Well, yesterday was a dissappointment, big time. I discovered nothing, zilch, nada (whichever one you want) whatsoever. One. Big. Dissapointment. I didn't find anything at all. I think that I am a failure. And while I am thinking now, I am also crying. But why should I waste tears on somebody who walked out on me without a note or a phone call or something. She's my mother for goodness sake! But maybe she was just really mad at my dad and is still blowing off steam and doesn't want to have me around her when she is mad. That is so dumb but I really hope it is the truth because the other possibilities aren't all that bright and sunny.

I can't think now. I am drowning again, I think. I'm not sure, though. I...I...I want to sleep and...and...and stay awake at the same time. But I am confused. I...don't...know...anything. Where am I? Who am I? What is wrong with me?
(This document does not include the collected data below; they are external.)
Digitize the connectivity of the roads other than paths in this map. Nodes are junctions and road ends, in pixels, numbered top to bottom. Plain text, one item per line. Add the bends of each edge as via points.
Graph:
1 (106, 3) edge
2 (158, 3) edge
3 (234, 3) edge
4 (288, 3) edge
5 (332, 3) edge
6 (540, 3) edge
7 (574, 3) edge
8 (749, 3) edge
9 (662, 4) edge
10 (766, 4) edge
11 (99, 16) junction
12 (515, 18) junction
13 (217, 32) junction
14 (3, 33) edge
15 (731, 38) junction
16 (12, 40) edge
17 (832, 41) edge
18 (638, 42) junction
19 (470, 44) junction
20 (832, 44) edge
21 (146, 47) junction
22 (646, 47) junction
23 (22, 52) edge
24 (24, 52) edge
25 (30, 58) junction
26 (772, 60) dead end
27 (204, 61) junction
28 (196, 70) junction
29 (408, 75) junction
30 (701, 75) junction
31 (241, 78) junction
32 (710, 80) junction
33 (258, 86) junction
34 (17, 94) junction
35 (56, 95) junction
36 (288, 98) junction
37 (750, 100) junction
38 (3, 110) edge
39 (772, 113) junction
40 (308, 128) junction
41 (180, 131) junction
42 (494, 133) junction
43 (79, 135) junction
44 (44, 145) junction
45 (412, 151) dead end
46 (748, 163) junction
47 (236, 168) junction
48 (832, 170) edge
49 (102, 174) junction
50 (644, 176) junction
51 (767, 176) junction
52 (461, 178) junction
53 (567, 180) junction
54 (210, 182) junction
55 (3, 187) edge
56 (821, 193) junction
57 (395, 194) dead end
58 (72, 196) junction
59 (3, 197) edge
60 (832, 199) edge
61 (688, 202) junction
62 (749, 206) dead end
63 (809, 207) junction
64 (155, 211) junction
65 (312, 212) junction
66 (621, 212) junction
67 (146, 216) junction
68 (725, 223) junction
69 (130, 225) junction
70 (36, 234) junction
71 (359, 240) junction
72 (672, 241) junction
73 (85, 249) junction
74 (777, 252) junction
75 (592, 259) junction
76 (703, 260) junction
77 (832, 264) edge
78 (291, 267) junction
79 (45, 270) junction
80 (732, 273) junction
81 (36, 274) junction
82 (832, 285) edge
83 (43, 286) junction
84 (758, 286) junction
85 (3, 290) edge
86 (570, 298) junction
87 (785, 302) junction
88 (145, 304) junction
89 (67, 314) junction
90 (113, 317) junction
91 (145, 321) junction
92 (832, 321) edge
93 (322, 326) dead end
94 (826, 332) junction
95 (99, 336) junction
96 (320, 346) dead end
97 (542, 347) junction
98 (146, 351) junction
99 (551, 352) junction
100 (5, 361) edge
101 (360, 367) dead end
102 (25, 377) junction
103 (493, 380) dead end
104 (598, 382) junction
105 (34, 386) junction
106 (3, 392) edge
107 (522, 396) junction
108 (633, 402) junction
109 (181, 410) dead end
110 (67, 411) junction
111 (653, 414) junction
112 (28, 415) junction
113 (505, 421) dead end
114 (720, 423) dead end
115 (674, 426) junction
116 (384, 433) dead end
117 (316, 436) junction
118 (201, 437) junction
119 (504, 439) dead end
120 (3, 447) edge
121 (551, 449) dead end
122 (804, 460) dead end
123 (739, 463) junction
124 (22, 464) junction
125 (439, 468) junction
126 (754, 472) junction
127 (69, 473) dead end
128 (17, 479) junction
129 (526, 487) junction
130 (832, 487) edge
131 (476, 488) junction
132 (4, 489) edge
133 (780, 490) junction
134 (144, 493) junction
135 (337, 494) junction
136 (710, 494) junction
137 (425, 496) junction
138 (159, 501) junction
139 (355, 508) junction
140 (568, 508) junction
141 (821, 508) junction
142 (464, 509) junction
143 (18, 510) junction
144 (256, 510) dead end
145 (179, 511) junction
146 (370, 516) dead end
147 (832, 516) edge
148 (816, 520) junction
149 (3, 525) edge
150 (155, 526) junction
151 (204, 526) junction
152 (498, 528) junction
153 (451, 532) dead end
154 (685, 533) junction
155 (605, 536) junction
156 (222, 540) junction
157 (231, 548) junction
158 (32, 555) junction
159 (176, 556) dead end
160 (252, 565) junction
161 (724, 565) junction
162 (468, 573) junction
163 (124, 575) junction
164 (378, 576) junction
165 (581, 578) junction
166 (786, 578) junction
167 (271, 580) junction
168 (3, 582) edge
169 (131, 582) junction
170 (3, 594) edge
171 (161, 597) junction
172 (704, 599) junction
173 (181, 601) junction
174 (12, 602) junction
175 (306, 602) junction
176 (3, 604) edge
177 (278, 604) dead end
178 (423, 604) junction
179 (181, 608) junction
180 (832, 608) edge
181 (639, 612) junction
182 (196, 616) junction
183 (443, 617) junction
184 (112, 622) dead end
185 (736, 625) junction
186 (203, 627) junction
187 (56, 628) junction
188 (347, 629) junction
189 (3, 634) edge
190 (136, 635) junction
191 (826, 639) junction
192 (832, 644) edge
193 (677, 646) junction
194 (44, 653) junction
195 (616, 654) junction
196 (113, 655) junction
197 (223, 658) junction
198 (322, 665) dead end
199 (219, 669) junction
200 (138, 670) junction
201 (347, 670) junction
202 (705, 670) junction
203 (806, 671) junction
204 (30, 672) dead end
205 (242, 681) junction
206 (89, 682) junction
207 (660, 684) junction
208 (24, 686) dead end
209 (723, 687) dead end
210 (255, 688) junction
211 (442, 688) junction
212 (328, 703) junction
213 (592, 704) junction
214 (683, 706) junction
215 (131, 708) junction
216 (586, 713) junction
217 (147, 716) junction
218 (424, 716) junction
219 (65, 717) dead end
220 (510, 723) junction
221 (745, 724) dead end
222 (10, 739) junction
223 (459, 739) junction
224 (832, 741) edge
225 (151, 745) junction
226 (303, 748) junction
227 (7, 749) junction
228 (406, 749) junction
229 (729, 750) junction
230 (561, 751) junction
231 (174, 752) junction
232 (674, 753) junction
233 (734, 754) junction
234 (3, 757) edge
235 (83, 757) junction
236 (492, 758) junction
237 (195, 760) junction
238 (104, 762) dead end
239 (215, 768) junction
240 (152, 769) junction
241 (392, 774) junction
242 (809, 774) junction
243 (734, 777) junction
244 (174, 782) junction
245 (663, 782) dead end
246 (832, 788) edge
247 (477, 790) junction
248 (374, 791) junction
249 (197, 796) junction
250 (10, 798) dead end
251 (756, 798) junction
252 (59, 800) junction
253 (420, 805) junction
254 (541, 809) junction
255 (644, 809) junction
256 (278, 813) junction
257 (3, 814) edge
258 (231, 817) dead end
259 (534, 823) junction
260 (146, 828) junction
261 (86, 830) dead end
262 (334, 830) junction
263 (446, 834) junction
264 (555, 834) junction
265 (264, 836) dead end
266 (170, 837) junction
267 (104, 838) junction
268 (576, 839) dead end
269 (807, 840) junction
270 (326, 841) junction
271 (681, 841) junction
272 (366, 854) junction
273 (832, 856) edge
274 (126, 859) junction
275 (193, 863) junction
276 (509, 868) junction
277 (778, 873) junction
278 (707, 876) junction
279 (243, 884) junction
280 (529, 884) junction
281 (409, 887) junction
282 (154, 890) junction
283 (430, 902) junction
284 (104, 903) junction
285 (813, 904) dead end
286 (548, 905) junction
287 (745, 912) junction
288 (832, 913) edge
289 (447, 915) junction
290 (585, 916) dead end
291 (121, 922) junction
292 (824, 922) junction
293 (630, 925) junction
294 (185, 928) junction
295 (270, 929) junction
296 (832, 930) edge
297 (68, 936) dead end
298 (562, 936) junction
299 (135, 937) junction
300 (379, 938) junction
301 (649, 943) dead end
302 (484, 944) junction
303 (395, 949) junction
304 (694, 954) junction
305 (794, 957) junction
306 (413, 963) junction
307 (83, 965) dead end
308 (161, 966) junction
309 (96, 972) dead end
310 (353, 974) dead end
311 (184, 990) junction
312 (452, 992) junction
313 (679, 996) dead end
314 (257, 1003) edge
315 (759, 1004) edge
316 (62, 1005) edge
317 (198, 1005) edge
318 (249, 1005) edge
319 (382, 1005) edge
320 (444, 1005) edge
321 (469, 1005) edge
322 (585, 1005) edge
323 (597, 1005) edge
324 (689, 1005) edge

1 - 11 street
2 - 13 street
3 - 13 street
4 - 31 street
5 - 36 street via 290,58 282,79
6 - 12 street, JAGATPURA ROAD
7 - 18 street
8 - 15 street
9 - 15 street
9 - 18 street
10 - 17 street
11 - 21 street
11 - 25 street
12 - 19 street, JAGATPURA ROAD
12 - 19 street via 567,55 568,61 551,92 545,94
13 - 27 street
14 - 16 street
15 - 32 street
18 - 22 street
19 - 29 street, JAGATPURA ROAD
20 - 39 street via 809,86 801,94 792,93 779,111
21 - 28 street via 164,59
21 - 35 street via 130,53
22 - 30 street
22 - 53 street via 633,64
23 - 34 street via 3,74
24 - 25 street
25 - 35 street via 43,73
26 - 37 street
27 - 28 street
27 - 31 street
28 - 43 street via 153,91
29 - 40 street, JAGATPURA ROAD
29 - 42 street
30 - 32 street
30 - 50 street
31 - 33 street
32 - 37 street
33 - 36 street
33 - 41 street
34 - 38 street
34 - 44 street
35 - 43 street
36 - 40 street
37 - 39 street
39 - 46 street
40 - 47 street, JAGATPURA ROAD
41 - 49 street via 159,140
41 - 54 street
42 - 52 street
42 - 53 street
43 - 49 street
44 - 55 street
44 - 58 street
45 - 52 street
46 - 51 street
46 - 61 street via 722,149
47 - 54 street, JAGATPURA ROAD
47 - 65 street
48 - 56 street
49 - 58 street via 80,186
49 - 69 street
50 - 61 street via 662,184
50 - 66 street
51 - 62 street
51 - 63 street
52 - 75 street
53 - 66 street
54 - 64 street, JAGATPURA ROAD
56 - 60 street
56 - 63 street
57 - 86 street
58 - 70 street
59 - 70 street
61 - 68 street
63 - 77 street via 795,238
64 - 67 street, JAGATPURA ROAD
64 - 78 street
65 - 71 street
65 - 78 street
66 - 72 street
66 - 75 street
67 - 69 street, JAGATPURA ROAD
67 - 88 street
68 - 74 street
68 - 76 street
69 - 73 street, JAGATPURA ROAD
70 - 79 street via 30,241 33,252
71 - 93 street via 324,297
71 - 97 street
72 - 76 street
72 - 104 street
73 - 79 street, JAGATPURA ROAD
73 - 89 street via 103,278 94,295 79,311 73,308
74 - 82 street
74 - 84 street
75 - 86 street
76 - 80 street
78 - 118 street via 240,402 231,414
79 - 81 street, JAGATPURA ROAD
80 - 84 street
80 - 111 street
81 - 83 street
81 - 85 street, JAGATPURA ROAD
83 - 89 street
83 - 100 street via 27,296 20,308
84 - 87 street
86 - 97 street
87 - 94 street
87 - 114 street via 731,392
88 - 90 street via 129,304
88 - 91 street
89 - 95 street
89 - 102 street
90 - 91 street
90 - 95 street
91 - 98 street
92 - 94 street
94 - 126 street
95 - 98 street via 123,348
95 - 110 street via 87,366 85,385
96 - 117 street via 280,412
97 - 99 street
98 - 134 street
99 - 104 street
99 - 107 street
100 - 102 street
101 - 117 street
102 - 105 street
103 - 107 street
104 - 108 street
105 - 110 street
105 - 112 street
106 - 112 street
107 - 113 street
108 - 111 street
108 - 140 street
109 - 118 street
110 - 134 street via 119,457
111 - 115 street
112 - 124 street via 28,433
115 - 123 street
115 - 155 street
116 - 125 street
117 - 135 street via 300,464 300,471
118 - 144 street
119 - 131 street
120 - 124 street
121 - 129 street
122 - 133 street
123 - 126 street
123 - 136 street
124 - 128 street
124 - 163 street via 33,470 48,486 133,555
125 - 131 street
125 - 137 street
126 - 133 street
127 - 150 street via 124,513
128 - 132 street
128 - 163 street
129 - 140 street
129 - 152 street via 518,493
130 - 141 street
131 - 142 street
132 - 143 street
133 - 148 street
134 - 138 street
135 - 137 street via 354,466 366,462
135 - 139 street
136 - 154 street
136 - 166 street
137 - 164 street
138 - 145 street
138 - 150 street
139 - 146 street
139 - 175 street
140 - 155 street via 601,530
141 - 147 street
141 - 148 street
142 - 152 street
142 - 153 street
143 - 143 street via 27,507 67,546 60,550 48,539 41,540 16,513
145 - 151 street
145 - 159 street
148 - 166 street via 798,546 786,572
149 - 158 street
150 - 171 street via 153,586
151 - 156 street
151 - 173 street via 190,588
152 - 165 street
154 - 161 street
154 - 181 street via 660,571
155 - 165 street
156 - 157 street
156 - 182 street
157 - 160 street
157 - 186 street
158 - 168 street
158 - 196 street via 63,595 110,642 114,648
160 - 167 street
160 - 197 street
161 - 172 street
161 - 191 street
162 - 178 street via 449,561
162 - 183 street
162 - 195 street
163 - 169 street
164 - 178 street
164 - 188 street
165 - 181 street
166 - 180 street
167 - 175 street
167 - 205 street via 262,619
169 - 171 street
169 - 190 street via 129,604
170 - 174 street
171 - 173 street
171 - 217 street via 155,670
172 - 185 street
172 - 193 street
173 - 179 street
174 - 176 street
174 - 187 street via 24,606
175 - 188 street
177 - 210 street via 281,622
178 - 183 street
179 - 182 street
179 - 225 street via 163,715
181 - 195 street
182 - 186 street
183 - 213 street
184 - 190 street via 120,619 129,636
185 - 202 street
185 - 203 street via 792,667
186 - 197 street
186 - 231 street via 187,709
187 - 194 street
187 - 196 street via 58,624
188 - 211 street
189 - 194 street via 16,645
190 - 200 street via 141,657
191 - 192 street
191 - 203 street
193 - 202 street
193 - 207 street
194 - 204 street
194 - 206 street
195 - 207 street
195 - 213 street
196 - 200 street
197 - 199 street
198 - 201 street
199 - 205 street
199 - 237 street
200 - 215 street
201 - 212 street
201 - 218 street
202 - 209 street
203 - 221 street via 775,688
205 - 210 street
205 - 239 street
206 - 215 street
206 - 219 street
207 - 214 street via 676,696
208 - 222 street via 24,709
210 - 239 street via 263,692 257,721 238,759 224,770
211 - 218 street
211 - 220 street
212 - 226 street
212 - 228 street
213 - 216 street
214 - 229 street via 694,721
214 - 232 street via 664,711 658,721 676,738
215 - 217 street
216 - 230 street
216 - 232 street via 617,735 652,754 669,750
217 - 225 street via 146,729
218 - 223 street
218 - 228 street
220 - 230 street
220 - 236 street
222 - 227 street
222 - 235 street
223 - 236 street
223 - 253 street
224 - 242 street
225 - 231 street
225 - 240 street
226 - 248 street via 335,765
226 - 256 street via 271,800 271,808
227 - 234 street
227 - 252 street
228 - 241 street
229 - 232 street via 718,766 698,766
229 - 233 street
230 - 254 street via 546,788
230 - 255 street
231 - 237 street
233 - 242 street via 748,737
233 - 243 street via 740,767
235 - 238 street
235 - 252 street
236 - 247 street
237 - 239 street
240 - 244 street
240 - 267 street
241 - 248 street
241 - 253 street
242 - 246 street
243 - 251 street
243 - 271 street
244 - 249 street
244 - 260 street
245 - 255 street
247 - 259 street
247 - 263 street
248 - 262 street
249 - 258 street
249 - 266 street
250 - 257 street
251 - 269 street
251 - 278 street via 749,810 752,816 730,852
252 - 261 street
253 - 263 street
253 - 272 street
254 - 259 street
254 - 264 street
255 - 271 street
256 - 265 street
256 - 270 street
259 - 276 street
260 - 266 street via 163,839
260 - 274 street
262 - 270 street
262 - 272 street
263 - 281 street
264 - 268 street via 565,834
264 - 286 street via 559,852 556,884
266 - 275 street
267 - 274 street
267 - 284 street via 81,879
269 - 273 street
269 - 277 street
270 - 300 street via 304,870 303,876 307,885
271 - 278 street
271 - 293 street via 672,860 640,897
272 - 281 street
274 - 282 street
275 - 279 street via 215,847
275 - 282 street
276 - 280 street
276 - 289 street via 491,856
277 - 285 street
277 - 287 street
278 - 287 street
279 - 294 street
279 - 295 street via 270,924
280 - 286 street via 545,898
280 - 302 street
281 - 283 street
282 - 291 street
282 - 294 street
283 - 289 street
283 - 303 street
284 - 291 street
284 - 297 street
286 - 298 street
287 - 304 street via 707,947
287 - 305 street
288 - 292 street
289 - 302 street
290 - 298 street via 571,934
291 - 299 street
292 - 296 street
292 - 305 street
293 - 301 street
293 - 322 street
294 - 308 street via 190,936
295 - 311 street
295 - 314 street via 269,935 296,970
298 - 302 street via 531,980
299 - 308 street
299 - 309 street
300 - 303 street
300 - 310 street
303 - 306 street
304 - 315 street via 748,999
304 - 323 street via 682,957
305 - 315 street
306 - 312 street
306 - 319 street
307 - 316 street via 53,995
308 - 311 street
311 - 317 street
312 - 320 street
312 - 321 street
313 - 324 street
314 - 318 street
But I know the answers: I am Olivia Swan, crying in my bedroom like a 2 year old even though I am 16, because my mother left for no apparent reason. I think that I am also crying because...because...because...because something is...missing? Yes something is definately missing. I don't know what or where or why but I need to find out. I need to find this out as badly as I need to find my mother. Because they are connected. I am posotive they are. But why? Why? Why? Why? Why? Why? Why? Why is it this way? I don't understand. I don't know how to climb and so I am falling deeper into a pit without an end to it.

And I am asleep. I am asleep now. Calm, relaxed and distant to the surrounding world. Or am I really. I can't be sure. What is sleep? Sleep...sleep...sleep...sleep... sleep. Calm, relaxed, distant, relaxed, calm, distant, calm, relaxed, calm, calm, calm. I am asleep. Good-bye.